__What is expected__. Find the lines in the records that carry the word "Vial". Copy each one.
---------- Given data ----------
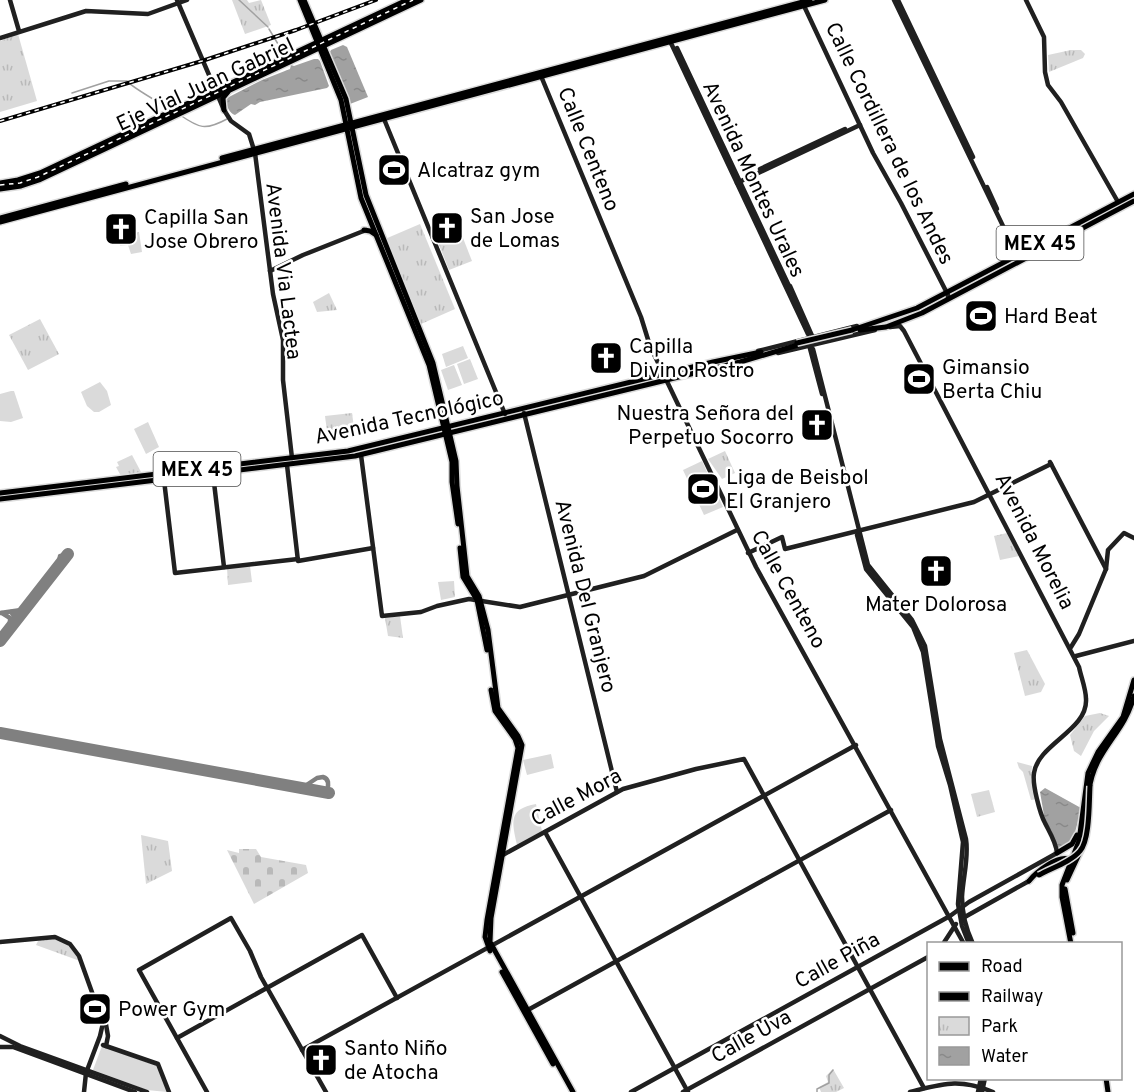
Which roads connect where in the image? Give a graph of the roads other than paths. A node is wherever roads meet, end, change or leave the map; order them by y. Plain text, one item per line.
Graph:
1 (10, 0) edge
2 (187, 0) edge
3 (300, 0) edge
4 (304, 0) edge
5 (407, 0) edge
6 (421, 0) edge
7 (825, 0) edge
8 (1026, 0) edge
9 (178, 2) edge
10 (808, 2) edge
11 (897, 2) edge
12 (304, 10) junction
13 (312, 18) junction
14 (315, 30) junction
15 (19, 31) junction
16 (0, 39) edge
17 (331, 39) junction
18 (672, 40) junction
19 (320, 44) junction
20 (309, 50) junction
21 (325, 56) junction
22 (541, 75) junction
23 (211, 80) junction
24 (229, 87) junction
25 (217, 93) junction
26 (205, 99) junction
27 (345, 108) junction
28 (226, 112) junction
29 (175, 113) junction
30 (384, 119) junction
31 (370, 120) junction
32 (859, 124) junction
33 (360, 125) junction
34 (349, 126) junction
35 (334, 130) junction
36 (352, 142) junction
37 (254, 152) junction
38 (738, 181) junction
39 (0, 183) edge
40 (0, 189) edge
41 (1133, 196) edge
42 (1118, 202) junction
43 (1095, 218) junction
44 (0, 220) edge
45 (369, 227) junction
46 (378, 238) junction
47 (1018, 255) junction
48 (975, 268) dead end
49 (268, 271) junction
50 (986, 272) junction
51 (947, 296) junction
52 (894, 317) junction
53 (868, 324) junction
54 (903, 324) junction
55 (878, 328) junction
56 (852, 331) junction
57 (809, 336) junction
58 (810, 348) junction
59 (749, 357) junction
60 (665, 377) junction
61 (589, 396) junction
62 (526, 412) junction
63 (505, 414) junction
64 (443, 416) junction
65 (485, 422) junction
66 (464, 423) junction
67 (527, 423) joint
68 (447, 431) junction
69 (459, 431) junction
70 (433, 434) junction
71 (393, 441) junction
72 (401, 443) junction
73 (451, 447) junction
74 (387, 449) junction
75 (361, 455) junction
76 (290, 462) junction
77 (213, 474) junction
78 (164, 480) junction
79 (0, 493) edge
80 (990, 494) junction
81 (0, 499) edge
82 (737, 530) junction
83 (858, 531) junction
84 (1134, 538) edge
85 (373, 548) junction
86 (748, 553) junction
87 (298, 560) junction
88 (224, 567) junction
89 (1106, 569) junction
90 (471, 590) junction
91 (568, 595) junction
92 (469, 599) junction
93 (479, 600) junction
94 (1133, 643) edge
95 (1072, 648) junction
96 (1084, 655) junction
97 (1077, 657) junction
98 (1080, 663) junction
99 (1134, 680) edge
100 (1134, 696) edge
101 (856, 746) junction
102 (1037, 763) junction
103 (1090, 786) junction
104 (617, 792) junction
105 (764, 796) junction
106 (891, 810) junction
107 (1082, 819) junction
108 (545, 832) junction
109 (1057, 853) junction
110 (500, 857) junction
111 (799, 860) junction
112 (1069, 867) junction
113 (1029, 880) junction
114 (580, 897) junction
115 (961, 906) junction
116 (950, 916) junction
117 (962, 919) junction
118 (955, 926) junction
119 (0, 940) edge
120 (967, 941) edge
121 (944, 942) edge
122 (1072, 942) edge
123 (1073, 942) edge
124 (490, 946) junction
125 (927, 958) edge
126 (616, 961) junction
127 (858, 967) junction
128 (267, 988) junction
129 (870, 989) junction
130 (397, 998) junction
131 (526, 1011) junction
132 (0, 1036) edge
133 (177, 1038) junction
134 (102, 1044) junction
135 (0, 1045) edge
136 (302, 1050) junction
137 (675, 1068) junction
138 (88, 1072) junction
139 (924, 1088) junction
140 (980, 1090) edge
141 (206, 1091) edge
142 (634, 1091) edge
143 (686, 1091) edge
144 (84, 1092) edge
145 (135, 1092) edge
146 (147, 1092) edge
147 (169, 1092) edge
148 (326, 1092) edge
149 (571, 1092) edge
150 (910, 1092) edge
151 (993, 1092) edge

1 - 15 street
2 - 9 street
3 - 12 main road
4 - 13 main road
5 - 17 main road, Eje Vial Juan Gabriel
6 - 17 main road, Eje Vial Juan Gabriel
7 - 10 main road
8 - 42 street
9 - 15 street
9 - 23 street
10 - 18 main road
10 - 32 street, Calle Cordillera de los Andes
11 - 47 street
12 - 13 main road
12 - 14 main road
13 - 14 main road
14 - 17 main road
14 - 19 main road
14 - 20 main road
15 - 16 street
17 - 19 main road, Eje Vial Juan Gabriel
17 - 21 main road
18 - 22 main road
18 - 38 street, Avenida Montes Urales
19 - 20 main road, Eje Vial Juan Gabriel
19 - 21 main road
20 - 21 main road
20 - 24 main road, Eje Vial Juan Gabriel
21 - 27 main road
22 - 30 main road
22 - 31 main road
22 - 60 street, Calle Centeno
23 - 24 main road
23 - 25 street
23 - 26 main road
24 - 25 main road, Eje Vial Juan Gabriel
24 - 28 main road
25 - 26 main road, Eje Vial Juan Gabriel
25 - 28 street
26 - 28 main road
26 - 29 main road, Eje Vial Juan Gabriel
27 - 31 main road
27 - 34 main road
27 - 35 main road
28 - 37 street
29 - 39 main road, Eje Vial Juan Gabriel
29 - 40 main road, Eje Vial Juan Gabriel
30 - 31 main road
30 - 63 street
31 - 33 main road
31 - 34 main road
32 - 38 street
32 - 51 street, Calle Cordillera de los Andes
33 - 34 main road
33 - 36 main road
34 - 35 main road
34 - 36 main road
35 - 36 main road
35 - 37 main road
36 - 45 main road
37 - 44 main road
37 - 49 street, Avenida Via Lactea
38 - 57 street, Avenida Montes Urales
41 - 42 main road, Avenida Tecnológico / MEX 45
41 - 43 main road, Avenida Tecnológico / MEX 45
42 - 43 main road, Avenida Tecnológico / MEX 45
43 - 47 main road, Avenida Tecnológico / MEX 45
45 - 46 main road
45 - 46 main road
45 - 49 street
45 - 64 main road
46 - 64 main road
47 - 50 main road, Avenida Tecnológico / MEX 45
47 - 51 main road, Avenida Tecnológico / MEX 45
48 - 50 main road
49 - 76 street, Avenida Via Lactea
50 - 51 main road, Avenida Tecnológico / MEX 45
51 - 52 main road, Avenida Tecnológico / MEX 45
51 - 54 main road, Avenida Tecnológico / MEX 45
52 - 53 main road, Avenida Tecnológico / MEX 45
52 - 54 main road
53 - 56 main road, Avenida Tecnológico / MEX 45
53 - 57 street, Avenida Tecnológico
54 - 55 main road, Avenida Tecnológico / MEX 45
54 - 80 street, Avenida Morelia
55 - 56 main road, Avenida Tecnológico / MEX 45
55 - 58 street, Avenida Tecnológico
56 - 59 main road, Avenida Tecnológico / MEX 45, bridge
57 - 58 street, Avenida Montes Urales
57 - 59 street, Avenida Tecnológico
58 - 59 street, Avenida Tecnológico
58 - 83 street, Avenida Montes Urales
59 - 60 main road, Avenida Tecnológico / MEX 45
60 - 61 main road, Avenida Tecnológico / MEX 45
60 - 82 street, Calle Centeno
61 - 62 main road, Avenida Tecnológico / MEX 45
61 - 62 main road, Avenida Tecnológico / MEX 45
62 - 63 main road, Avenida Tecnológico / MEX 45
62 - 65 main road, Avenida Tecnológico / MEX 45
62 - 67 main road
63 - 65 main road, Avenida Tecnológico / MEX 45
64 - 66 main road
64 - 68 main road
64 - 70 main road
65 - 66 main road, Avenida Tecnológico / MEX 45
65 - 69 main road, Avenida Tecnológico / MEX 45
66 - 68 main road, Avenida Tecnológico / MEX 45
67 - 91 street, Avenida Del Granjero
68 - 69 main road, Avenida Tecnológico / MEX 45
68 - 70 main road, Avenida Tecnológico / MEX 45
68 - 73 main road
69 - 73 main road
70 - 72 main road, Avenida Tecnológico / MEX 45
70 - 73 main road
71 - 72 main road, Avenida Tecnológico / MEX 45
71 - 74 main road
71 - 76 main road, Avenida Tecnológico / MEX 45
72 - 74 main road, Avenida Tecnológico / MEX 45
73 - 90 main road
73 - 93 main road
74 - 75 main road, Avenida Tecnológico / MEX 45
75 - 76 main road, Avenida Tecnológico / MEX 45
75 - 85 street
76 - 77 main road, Avenida Tecnológico / MEX 45
76 - 79 main road, Avenida Tecnológico / MEX 45
76 - 87 street, Avenida Via Lactea
77 - 78 main road, Avenida Tecnológico / MEX 45
77 - 88 street
78 - 81 main road, Avenida Tecnológico / MEX 45
78 - 88 street
80 - 83 street
80 - 89 street
80 - 95 street, Avenida Morelia
80 - 102 street, Avenida Morelia
82 - 86 street, Calle Centeno
82 - 91 street
83 - 86 street
83 - 115 street
83 - 115 street
84 - 89 street
85 - 87 street
85 - 92 street
86 - 101 street, Calle Centeno
87 - 88 street
89 - 95 street
90 - 92 main road
90 - 93 main road
91 - 93 street
91 - 104 street, Avenida Del Granjero
92 - 93 street
93 - 110 main road
94 - 96 street
95 - 96 street
95 - 97 street, Avenida Morelia
96 - 97 street
96 - 98 street
97 - 98 street, Avenida Morelia
98 - 102 street, Avenida Morelia
99 - 107 main road
100 - 103 main road
101 - 105 street
101 - 106 street, Calle Centeno
102 - 109 street
103 - 113 main road, bridge
103 - 123 main road
104 - 105 street, Calle Mora
104 - 108 street, Calle Mora
105 - 111 street
105 - 114 street
106 - 111 street
106 - 116 street, Calle Centeno
107 - 109 main road
107 - 112 main road
108 - 110 street, Calle Mora
108 - 114 street
109 - 115 street, Calle Piña
110 - 124 main road
111 - 126 street
111 - 127 street
112 - 113 main road
112 - 122 main road
113 - 117 street
114 - 124 street
114 - 126 street
115 - 116 street, Calle Piña
115 - 117 street
116 - 118 street, Calle Centeno
116 - 127 street, Calle Piña
117 - 118 street
117 - 120 street
118 - 120 street, Calle Centeno
118 - 121 street
119 - 134 street
119 - 134 street
124 - 130 street
124 - 131 main road
125 - 129 street, Calle Uva
126 - 131 street
126 - 137 street
127 - 129 street
127 - 137 street, Calle Piña
128 - 130 street
128 - 133 street
128 - 133 street
128 - 136 street
129 - 139 street
129 - 143 street, Calle Uva
130 - 136 street
131 - 149 main road
132 - 135 street
132 - 138 street
133 - 141 street
134 - 138 street
134 - 147 street
135 - 138 street
136 - 148 street
137 - 142 street, Calle Piña
137 - 143 street
138 - 144 street
138 - 145 street
138 - 146 street
139 - 140 street
139 - 150 street
140 - 151 street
----------
__Output of the task__.
5 - 17 main road, Eje Vial Juan Gabriel
6 - 17 main road, Eje Vial Juan Gabriel
17 - 19 main road, Eje Vial Juan Gabriel
19 - 20 main road, Eje Vial Juan Gabriel
20 - 24 main road, Eje Vial Juan Gabriel
24 - 25 main road, Eje Vial Juan Gabriel
25 - 26 main road, Eje Vial Juan Gabriel
26 - 29 main road, Eje Vial Juan Gabriel
29 - 39 main road, Eje Vial Juan Gabriel
29 - 40 main road, Eje Vial Juan Gabriel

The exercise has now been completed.